#233 SourceURL addition: github-like download URLs
Closed: Fixed None Opened 11 years ago by kparal.

This page is locked for edits:
http://fedoraproject.org/wiki/Packaging:SourceURL

I would like to extend it with tips how to work with upstream archives that don't contain name and/or version in the URL (most notably github tag downloads), because I've found it very helpful:
https://bugzilla.redhat.com/show_bug.cgi?id=871191#c6

Proposed text:
{{{
== URLs missing name or version (e.g. github) ==
Your upstream tarball might not contain program name or version in the file name. This is the case when you download tagged archives from [https://github.com/ github].
The solution is to append fake #/%{name}-%{version}.tar.gz suffix to the URL, and the [[Rpmdevtools|spectool]] will use that information to name the downloaded archive correctly.
Example:

Source0: https://github.com/<username>/%{name}/archive/v%{version}.tar.gz#/%{name}-%{version}.tar.gz

}}}

And the "Troublesome URLs" section should be adjusted accordingly (some of the problems mentioned are fixed by the solution above).
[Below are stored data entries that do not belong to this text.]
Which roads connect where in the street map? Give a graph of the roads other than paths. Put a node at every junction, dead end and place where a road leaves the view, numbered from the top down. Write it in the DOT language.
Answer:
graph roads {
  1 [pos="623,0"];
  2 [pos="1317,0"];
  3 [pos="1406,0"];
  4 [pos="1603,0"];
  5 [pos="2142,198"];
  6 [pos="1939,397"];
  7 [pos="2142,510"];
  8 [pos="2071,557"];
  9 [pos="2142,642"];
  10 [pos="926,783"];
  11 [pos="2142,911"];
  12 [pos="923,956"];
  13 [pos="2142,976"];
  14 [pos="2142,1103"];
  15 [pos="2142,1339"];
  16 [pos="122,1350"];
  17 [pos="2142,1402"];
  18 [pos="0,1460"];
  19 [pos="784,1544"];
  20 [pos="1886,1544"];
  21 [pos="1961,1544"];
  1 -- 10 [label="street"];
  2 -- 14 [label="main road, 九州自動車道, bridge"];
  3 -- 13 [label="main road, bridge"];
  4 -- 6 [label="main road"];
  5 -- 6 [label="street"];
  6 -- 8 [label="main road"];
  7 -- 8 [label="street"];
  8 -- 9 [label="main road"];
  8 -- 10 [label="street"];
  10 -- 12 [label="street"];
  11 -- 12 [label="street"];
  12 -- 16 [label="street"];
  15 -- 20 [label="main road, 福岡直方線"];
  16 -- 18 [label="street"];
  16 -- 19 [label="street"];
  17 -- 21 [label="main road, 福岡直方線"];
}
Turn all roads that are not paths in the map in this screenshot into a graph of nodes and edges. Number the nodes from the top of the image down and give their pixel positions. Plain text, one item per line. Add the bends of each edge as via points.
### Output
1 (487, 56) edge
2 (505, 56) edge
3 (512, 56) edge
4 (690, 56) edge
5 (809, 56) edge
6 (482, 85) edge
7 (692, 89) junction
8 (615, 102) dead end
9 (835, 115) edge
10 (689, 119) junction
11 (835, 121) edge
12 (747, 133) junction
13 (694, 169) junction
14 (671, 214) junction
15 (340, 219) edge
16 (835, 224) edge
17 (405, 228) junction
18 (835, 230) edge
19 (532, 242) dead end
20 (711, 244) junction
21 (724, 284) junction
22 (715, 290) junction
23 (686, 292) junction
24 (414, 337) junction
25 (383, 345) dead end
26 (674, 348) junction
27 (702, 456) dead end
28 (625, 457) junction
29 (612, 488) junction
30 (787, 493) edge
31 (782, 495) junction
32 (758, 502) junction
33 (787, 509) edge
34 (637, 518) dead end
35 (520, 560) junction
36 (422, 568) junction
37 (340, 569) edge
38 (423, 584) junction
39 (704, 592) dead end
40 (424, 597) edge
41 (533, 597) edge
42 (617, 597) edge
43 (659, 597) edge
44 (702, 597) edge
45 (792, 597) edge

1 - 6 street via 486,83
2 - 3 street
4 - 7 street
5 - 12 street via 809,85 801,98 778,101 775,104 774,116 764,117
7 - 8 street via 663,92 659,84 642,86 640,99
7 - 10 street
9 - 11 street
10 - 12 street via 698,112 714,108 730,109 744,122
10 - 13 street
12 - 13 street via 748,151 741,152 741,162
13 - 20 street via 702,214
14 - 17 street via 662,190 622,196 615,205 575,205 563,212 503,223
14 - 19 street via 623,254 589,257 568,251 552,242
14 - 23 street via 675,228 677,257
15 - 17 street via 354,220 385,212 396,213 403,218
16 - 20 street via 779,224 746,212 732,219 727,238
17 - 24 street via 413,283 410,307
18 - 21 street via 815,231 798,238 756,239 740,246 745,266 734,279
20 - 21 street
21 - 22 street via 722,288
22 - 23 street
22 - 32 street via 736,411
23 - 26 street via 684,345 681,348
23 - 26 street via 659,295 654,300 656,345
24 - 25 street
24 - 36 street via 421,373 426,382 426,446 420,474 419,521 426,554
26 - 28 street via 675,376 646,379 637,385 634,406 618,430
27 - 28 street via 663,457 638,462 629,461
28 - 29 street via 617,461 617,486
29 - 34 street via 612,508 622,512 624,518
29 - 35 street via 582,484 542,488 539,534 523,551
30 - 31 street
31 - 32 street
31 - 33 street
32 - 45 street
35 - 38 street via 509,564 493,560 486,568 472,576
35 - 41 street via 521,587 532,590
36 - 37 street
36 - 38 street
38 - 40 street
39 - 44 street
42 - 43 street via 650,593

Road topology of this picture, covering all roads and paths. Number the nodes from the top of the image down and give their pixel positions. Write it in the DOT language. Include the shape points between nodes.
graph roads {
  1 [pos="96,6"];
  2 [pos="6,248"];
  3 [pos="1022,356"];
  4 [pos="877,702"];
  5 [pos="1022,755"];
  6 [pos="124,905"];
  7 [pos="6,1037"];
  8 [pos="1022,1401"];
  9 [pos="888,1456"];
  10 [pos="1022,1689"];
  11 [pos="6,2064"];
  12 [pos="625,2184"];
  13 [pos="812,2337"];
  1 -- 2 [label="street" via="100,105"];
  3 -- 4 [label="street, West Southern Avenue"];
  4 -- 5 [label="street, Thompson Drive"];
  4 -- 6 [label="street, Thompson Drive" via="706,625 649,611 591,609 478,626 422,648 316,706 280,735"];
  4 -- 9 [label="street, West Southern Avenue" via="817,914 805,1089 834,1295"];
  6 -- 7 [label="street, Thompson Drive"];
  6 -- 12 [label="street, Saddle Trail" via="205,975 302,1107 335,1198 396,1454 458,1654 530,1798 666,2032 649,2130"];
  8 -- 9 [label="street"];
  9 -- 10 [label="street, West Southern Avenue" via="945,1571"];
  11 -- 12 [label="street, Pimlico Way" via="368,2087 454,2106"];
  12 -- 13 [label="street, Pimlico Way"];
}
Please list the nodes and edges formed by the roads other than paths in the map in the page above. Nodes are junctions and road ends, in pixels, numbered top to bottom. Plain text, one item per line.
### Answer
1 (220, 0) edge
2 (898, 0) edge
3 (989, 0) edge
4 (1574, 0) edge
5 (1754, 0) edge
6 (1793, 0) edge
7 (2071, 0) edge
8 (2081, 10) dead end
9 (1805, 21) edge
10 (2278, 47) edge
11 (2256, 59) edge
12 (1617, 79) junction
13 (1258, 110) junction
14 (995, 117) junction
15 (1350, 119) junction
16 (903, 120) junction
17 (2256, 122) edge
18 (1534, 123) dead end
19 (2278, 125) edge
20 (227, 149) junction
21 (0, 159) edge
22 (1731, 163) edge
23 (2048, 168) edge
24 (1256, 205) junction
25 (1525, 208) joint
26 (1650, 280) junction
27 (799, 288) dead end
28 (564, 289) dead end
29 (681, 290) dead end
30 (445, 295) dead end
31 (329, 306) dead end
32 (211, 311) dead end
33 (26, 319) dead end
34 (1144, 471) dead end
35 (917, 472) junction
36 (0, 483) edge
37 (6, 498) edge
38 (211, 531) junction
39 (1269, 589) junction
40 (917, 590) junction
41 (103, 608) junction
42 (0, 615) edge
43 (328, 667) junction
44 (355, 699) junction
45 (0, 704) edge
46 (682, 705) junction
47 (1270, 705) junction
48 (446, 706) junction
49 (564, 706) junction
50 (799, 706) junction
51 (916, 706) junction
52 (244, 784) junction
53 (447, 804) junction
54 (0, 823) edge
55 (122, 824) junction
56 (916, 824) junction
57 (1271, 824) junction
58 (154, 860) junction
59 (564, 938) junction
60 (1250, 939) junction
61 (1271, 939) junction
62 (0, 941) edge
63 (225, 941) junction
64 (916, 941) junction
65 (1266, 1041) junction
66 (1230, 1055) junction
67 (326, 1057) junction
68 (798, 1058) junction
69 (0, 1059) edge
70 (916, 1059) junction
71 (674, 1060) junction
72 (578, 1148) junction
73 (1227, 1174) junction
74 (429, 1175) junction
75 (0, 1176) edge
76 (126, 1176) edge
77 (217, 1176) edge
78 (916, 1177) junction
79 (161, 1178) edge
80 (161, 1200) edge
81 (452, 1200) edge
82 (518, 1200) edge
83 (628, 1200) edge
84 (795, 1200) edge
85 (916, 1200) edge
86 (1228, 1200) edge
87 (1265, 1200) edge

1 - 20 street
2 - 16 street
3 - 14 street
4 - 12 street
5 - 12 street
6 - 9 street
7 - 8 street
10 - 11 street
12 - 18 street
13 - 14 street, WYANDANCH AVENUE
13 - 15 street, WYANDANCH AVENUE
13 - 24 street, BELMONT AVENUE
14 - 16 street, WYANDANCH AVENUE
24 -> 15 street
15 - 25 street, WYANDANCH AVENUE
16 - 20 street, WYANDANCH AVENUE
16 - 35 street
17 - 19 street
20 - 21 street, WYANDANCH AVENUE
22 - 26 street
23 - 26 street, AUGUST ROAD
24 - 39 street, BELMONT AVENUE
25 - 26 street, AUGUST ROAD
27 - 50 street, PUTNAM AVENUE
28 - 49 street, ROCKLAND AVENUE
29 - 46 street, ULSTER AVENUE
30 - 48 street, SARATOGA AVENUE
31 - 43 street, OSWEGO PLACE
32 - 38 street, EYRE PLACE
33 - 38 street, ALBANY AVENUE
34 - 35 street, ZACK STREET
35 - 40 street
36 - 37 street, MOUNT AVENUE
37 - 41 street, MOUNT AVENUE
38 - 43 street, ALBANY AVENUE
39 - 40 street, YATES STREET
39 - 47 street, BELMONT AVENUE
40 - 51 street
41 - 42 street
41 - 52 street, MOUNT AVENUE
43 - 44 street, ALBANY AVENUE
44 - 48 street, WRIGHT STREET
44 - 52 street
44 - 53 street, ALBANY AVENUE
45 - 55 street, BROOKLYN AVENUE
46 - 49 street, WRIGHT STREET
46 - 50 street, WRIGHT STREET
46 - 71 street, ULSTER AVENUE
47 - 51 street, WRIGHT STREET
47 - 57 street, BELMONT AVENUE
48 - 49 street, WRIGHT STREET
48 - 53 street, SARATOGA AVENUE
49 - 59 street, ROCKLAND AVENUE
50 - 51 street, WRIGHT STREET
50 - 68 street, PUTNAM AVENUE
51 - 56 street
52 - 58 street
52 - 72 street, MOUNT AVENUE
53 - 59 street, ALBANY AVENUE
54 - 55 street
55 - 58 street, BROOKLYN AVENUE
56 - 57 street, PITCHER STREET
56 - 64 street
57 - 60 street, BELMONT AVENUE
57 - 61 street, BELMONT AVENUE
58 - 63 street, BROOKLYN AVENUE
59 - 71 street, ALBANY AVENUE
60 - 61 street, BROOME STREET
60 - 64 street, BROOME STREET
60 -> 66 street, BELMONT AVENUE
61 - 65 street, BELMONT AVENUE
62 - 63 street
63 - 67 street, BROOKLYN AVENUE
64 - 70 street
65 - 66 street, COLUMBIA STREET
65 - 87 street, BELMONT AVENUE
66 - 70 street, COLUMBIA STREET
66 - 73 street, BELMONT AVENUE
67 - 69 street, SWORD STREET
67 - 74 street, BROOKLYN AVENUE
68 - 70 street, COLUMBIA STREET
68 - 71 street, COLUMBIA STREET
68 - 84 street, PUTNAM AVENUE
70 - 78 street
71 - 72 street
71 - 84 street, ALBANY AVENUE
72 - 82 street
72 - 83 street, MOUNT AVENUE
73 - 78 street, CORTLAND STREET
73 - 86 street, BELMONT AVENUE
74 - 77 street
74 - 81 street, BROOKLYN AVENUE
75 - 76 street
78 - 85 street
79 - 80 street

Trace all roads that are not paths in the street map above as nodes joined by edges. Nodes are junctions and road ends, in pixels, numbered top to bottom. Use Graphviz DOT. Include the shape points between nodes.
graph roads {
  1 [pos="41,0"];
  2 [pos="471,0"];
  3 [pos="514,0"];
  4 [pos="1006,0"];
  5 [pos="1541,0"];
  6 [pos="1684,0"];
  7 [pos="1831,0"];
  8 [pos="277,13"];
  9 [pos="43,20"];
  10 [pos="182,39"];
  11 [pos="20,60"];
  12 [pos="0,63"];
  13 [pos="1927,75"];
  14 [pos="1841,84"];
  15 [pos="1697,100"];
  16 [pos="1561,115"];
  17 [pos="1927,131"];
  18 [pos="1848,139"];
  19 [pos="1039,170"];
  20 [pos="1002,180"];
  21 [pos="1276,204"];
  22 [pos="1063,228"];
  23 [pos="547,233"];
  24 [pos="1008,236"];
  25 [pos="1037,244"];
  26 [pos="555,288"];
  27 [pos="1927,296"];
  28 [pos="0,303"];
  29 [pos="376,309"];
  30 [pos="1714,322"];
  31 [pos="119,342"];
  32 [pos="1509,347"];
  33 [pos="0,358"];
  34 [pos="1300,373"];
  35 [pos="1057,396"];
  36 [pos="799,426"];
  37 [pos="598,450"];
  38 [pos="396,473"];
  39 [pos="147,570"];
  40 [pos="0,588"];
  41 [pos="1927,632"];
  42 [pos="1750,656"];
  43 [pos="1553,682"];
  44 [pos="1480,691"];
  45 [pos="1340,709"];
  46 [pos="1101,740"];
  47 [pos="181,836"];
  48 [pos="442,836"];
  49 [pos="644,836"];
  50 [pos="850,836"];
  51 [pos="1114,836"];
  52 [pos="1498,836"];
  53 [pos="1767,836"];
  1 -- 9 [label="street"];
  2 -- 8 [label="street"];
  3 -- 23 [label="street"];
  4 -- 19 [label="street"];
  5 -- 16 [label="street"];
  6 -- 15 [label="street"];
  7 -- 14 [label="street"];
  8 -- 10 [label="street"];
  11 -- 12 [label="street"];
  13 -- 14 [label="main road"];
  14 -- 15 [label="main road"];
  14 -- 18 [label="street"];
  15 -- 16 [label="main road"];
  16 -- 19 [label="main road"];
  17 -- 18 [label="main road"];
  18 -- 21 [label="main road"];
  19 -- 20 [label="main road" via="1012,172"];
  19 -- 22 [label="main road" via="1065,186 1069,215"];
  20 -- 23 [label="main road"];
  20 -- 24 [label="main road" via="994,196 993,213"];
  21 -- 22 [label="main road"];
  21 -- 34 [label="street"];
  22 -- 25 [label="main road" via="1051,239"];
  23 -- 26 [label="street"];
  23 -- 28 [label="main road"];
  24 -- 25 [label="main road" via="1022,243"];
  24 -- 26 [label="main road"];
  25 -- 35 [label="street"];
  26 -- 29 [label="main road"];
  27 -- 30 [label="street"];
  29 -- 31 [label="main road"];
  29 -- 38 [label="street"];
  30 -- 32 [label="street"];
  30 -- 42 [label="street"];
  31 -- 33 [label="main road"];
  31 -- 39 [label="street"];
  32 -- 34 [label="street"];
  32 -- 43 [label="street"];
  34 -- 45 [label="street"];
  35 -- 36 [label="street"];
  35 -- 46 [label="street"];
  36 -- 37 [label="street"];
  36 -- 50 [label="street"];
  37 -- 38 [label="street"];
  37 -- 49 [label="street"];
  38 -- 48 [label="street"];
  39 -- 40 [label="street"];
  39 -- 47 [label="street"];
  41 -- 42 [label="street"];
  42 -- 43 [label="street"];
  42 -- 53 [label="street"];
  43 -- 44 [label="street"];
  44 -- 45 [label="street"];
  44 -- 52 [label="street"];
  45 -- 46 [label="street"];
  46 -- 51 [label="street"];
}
Please adjust the page content because I can't.

PS: Also it would be very helpful to add banners at the bottom of all locked wiki pages that say why the page is locked and where is the best place to suggest improvements. The current process puts off potential contributors, it requires you to spend lot of time searching for information.


Is this implemented via tags? Are the tags changable by upstream?

Currently guidelines would say that you need to use a snapshot to do this sort of thing. So this is more than a clarification. However, if there's no way for the URL specified to retrieve something different at a later time it might be okay to allow this.

The "v" seems to be part of the particular upstream's tagging. Here's a slightly clarified form of the draft:

{{{
== URLs missing name or version (e.g. github) ==

Sometimes the upstream tarball might not contain the program name or version
in the file name. For instance, this is the case when you download tagged
archives from [https://github.com/ github]. If you append a fake
#/%{name}-%{version}.tar.gz suffix to the URL the
[[Rpmdevtools|spectool]] program will use that information to rename the
downloaded archive correctly.

Example:

Source0: https://github.com/USERNAME/%{name}/archive/UPSTREAM_TAG.tar.gz#/%{name}-%{version}.tar.gz
  • USERNAME is the github username of upstream.
  • UPSTREAM_TAG is upstream's tag for this release.
    }}}

Yes, the "v" was part of a git tag. Example page here:

https://github.com/kparal/sendKindle/tags

(mouse over the links to see .tar.gz downloads).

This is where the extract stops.